Thinking the Financial Subject with Contemporary French Thought: Ontology, Time, and the Critique of Capitalism in the Work of Catherine Malabou, Bernard Stiegler, and Frédéric Lordon
This thesis explores how contemporary French thought can make a novel theoretical contribution to financialisation studies, and more specifically, to the field’s interest in the relation between finance and the subject. Mobilising Catherine Malabou’s notion of the schème moteur, I argue that unlike the current literature in financialisation studies, which still heavily relies on Michel Foucault and Gilles Deleuze to think a financial subject, the work of Malabou, Bernard Stiegler, and Frédéric Lordon can help us better understand the relation between individuation and financialisation.

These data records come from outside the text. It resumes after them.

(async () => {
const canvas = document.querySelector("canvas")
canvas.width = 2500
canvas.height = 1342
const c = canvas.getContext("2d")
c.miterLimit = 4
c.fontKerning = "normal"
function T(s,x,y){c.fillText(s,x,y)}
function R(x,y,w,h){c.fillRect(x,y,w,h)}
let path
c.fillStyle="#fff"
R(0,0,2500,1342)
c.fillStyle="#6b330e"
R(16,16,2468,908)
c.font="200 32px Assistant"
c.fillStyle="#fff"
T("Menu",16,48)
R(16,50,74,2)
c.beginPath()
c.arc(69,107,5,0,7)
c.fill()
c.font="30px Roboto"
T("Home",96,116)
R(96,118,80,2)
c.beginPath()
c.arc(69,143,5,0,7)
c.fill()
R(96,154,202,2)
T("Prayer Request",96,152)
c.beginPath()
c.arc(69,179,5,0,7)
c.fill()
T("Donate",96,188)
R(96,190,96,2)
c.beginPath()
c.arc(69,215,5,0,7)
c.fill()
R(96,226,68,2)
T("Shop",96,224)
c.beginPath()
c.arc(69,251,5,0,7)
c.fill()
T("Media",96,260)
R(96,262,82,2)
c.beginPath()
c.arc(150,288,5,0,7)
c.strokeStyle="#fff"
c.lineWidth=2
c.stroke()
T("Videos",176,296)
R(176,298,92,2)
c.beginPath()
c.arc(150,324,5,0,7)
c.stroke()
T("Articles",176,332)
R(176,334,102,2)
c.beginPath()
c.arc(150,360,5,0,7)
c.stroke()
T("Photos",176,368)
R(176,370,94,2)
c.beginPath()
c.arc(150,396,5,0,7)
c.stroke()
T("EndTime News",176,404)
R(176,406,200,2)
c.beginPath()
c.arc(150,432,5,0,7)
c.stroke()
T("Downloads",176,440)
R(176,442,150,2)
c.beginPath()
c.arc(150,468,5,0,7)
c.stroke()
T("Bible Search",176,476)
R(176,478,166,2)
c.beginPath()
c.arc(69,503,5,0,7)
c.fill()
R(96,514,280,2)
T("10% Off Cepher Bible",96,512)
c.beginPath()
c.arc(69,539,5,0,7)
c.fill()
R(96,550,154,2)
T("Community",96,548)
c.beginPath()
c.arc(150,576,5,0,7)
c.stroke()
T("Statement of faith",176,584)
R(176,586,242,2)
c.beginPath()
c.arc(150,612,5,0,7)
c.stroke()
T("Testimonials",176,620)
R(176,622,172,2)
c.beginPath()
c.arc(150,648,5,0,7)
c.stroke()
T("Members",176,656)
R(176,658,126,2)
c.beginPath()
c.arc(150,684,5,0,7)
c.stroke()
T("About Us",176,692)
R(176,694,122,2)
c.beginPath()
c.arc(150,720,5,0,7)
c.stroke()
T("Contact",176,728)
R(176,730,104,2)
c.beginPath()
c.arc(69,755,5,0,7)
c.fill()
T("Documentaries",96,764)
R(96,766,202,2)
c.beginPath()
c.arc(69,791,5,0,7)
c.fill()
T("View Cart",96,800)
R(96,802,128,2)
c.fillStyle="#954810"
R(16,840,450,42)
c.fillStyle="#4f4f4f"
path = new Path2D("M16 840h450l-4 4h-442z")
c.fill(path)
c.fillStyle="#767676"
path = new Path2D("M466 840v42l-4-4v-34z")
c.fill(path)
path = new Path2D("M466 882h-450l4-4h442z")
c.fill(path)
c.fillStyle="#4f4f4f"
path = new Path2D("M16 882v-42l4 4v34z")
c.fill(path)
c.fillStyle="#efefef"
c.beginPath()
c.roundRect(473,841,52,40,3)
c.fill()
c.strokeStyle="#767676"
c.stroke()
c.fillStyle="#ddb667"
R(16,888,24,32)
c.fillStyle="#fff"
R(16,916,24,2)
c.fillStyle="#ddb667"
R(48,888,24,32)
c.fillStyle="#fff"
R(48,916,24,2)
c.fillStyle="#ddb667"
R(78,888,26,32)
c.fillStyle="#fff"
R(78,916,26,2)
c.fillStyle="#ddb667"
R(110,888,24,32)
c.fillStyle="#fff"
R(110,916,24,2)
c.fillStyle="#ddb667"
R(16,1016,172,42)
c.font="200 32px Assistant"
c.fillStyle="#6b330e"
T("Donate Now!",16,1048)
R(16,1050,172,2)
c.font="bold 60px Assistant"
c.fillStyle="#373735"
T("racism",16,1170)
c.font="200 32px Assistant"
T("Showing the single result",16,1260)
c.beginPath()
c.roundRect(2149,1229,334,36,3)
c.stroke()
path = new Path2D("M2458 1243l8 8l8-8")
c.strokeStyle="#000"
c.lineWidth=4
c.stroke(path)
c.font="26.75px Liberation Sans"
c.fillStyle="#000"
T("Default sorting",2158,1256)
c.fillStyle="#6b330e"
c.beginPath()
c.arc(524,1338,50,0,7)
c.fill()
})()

This thesis equally contributes to the field of French studies by offering an in-depth interpretation of Malabou, Stiegler, and Lordon. More precisely, it looks at how their ontologies, which either underpin their conceptualisation of individuation or that of the subject, inform their critiques of capitalism and their politics. Departing from this relation between critique and ontology, I note how for these three thinkers the loss of the subject’s power to act is characterised by the shared temporality of an excess of presentism that emerges from certain encounters of the subject with their material milieu, undoing subject’s possibility to unfold long-term habit-forming processes.
I claim that this temporality stems from finance’s increased influence in shaping our material environment. Engaging with heterodox voices in economics and building upon the French regulation school’s Marxist analyses of structural finance, I map down the subcontracting chain to determine the precise ways in which macroeconomic financial mechanisms, investment, and their temporalities are shaping our preindividual milieu that in turn shapes the subject. Using a case study of the German recruitment app Zenjob, I hold that their workers are finance’s ideal subjects. On the contrary to most theoretical considerations of the financialisation of everyday life, I do not argue that all subjects are financialised equally. Using Lisa Adkins, Melinda Cooper, and Martijn Koning’s notion of the asset economy, informed by Hanna Szymborska’s three-class system, I argue that a new class divide plays out along the lines of asset ownership and portfolio diversification: the greater the diversification, the greater the stability of the milieu.
I conclude the thesis with a proposal for a politics for habit which I hold to be anticipated by Lordon and Bernard Friot’s rethinking of communism.